The current puzzle he’s turning over in his head is how to convince other young school leavers to do what he did and stick around beyond their 12-month gig.
Sharing the industry’s successes with the wider ag sector and the general public might just be the missing link, in his opinion.
“I think the biggest barrier is maybe the fact that we’re preaching to the converted. We’re expecting people to come from regional Australia, whereas I think we really could be looking to metropolitan Australia and sharing that incredible story we have to offer.”
He’s devoted himself to organisations like The Livestock Collective, which was established by those with experience working in the industry to create consumer-friendly information on the industry and its practices. It also trains young leaders like Hugh in communicating with the media and general public through its Livestock Leaders workshops.

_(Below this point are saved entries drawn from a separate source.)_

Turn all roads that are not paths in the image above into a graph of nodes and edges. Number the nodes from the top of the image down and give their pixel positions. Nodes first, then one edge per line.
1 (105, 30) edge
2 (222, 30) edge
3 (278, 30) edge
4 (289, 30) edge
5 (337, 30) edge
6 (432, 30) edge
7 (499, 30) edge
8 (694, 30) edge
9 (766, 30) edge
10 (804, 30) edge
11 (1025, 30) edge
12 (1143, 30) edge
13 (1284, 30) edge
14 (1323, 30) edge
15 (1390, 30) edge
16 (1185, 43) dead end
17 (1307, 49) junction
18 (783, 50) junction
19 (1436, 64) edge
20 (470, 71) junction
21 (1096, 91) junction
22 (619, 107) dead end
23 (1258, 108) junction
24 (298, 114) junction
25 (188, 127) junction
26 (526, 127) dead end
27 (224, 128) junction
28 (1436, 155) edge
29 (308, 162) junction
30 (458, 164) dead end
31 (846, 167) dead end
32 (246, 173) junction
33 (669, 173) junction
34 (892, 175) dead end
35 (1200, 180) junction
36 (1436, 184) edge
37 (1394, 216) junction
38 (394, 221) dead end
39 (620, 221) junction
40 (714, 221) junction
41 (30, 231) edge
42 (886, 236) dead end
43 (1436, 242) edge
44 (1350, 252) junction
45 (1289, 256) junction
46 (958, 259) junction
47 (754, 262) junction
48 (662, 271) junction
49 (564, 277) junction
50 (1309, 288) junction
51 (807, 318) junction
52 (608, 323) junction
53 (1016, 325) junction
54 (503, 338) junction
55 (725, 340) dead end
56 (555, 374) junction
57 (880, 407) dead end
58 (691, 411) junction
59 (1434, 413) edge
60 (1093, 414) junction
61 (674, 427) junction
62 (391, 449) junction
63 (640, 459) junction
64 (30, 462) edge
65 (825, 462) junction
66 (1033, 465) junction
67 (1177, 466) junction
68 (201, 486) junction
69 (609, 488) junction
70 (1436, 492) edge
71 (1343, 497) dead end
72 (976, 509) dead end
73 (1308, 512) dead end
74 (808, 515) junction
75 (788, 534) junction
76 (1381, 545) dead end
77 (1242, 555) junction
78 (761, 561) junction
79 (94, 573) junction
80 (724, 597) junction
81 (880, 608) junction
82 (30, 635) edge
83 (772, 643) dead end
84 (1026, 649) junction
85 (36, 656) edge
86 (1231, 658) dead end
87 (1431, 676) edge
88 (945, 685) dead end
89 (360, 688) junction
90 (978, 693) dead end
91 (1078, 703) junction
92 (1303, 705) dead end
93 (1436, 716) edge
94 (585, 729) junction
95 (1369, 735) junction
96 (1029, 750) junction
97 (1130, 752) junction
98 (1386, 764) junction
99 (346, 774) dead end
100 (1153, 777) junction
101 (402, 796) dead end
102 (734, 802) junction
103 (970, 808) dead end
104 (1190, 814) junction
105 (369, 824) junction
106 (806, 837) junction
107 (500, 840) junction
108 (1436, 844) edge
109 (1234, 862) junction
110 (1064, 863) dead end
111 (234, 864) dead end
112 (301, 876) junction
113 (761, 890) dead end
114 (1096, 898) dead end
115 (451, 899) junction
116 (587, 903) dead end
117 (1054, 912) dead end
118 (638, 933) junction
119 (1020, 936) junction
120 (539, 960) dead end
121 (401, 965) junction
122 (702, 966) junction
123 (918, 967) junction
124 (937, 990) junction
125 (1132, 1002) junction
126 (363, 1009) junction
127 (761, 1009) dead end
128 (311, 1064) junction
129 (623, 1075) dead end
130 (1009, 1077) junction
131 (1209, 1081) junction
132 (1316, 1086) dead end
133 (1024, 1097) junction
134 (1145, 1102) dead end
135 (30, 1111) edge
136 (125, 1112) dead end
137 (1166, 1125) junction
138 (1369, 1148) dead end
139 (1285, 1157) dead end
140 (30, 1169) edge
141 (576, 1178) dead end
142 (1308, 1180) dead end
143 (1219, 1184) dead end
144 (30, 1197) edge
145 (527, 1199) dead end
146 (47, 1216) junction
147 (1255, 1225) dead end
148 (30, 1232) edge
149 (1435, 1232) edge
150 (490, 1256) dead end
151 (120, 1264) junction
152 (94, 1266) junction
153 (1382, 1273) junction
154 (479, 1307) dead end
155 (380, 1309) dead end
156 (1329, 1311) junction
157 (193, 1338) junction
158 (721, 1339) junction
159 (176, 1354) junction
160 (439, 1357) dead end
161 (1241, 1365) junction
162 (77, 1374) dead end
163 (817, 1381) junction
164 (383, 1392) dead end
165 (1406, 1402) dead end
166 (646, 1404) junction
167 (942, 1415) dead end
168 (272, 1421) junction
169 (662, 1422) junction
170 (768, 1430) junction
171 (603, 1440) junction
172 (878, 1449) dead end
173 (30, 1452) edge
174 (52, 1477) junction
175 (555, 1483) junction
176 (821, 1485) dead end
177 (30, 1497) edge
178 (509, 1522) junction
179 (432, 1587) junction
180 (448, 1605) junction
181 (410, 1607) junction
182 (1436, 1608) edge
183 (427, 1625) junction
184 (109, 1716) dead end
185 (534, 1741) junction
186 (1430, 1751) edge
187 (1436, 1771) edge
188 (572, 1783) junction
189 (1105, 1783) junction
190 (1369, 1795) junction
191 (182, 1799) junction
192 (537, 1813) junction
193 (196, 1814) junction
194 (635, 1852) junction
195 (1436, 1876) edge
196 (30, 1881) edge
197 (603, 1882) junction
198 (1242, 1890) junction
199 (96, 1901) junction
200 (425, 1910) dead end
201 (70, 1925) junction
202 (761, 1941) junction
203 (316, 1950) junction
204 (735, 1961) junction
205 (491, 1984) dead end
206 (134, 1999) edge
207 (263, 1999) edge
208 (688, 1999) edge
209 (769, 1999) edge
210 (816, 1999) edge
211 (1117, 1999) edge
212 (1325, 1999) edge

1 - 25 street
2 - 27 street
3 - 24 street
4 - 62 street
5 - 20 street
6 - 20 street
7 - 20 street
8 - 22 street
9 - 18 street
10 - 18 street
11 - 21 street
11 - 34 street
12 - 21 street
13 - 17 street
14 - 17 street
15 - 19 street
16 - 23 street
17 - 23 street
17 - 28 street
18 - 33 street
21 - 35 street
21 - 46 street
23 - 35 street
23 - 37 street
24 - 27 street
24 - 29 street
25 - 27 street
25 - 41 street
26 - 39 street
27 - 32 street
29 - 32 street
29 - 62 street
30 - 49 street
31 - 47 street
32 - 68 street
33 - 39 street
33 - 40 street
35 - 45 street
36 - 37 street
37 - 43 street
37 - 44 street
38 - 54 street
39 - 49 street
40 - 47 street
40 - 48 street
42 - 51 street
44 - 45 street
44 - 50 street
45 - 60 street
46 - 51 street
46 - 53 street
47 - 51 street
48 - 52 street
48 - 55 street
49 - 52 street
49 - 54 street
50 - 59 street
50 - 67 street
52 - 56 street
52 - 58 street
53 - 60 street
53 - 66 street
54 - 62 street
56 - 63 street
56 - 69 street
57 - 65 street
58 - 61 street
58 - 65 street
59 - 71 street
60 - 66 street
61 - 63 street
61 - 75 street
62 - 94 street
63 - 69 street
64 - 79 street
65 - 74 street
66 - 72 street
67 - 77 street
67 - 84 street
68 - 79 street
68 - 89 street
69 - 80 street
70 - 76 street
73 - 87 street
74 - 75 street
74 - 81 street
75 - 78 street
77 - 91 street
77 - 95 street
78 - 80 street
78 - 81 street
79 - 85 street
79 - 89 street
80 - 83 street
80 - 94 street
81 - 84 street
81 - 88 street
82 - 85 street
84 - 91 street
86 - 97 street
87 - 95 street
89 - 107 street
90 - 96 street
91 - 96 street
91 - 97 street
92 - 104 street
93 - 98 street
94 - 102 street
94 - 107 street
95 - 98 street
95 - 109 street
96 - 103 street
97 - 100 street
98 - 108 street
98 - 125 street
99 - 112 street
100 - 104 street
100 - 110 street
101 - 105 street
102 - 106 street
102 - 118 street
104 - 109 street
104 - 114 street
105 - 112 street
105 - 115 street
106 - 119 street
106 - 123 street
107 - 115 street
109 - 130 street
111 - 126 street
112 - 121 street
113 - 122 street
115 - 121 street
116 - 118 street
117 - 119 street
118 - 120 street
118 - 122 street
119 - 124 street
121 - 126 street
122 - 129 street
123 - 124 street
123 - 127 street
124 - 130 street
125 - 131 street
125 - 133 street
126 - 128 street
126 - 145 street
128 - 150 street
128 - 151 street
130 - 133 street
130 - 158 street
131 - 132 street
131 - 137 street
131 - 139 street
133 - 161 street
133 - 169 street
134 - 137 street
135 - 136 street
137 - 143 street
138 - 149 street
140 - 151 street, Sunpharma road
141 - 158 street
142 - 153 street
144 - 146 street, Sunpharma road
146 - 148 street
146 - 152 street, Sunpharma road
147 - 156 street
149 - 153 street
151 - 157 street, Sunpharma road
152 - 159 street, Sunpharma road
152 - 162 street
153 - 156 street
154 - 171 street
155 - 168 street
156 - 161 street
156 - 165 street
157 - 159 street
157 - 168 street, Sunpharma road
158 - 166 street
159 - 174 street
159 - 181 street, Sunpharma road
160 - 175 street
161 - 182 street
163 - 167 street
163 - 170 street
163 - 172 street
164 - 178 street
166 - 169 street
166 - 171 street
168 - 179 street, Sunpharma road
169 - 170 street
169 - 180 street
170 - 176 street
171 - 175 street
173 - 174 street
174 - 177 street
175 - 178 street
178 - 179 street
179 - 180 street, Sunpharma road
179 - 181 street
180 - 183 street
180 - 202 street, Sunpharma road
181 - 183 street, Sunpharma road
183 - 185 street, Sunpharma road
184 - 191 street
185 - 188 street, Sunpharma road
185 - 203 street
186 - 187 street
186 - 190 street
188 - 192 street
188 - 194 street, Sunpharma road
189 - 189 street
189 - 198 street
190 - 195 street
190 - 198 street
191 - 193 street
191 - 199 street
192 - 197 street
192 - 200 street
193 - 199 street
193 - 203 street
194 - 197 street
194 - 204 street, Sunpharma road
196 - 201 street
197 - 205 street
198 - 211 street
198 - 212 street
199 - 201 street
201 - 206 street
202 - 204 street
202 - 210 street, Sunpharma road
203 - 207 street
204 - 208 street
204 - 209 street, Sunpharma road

— Hugh Dawson (@HPJDAWSON) December 11, 2020
Hugh also sought out opportunities through the Future Northern Territory Cattlemen’s Association and Young Livestock Exporters Network to strengthen the link between producers and live exporters, including opportunities for stockmen to sail on live export ships during the wet season when they can’t work the land. He’s hoping to set sail in the near future.
“Experiencing every aspect of the supply chain is integral to being able to share the story of live export with full transparency, I believe.”
The young stockman’s growing list of accolades certainly help the public image of the industry, too.
On 23 April 2021, he took home a Northern Territory Young Achievers Award, drawing mainstream attention to the cattle industry in northern Australia and the many young faces that are shaping the industry for tomorrow. The panel were impressed by Hugh’s involvement in The Livestock Collective and his role as NT Representative to the Young Livestock Exporters Network.
It comes hot on the heels of being named one of four finalists in the Zanda McDonald Award for 2021. The award, established in 2014 to support young people who are pushing the industry forward, offers one winner a mentoring trip tailored to their area of expertise as well as access to industry leaders via Platinum Primary Producers, a network of 150 rural leaders across Australia and New Zealand. This year, Hugh was the youngest finalist by six years, and while he didn’t take home the award, he says being included among young leaders of that calibre only inspired him further.
“It really affirmed to me what I was starting to believe: that agriculture has so much to offer for young people.”
“You can be extremely interested in quite high-level subjects and also have a really successful and rewarding career in agriculture. I think the idea that you have to go into medicine or law is completely debunked.”
“I really don’t think there’s a ceiling on what you can achieve in ag, in northern Australia especially.”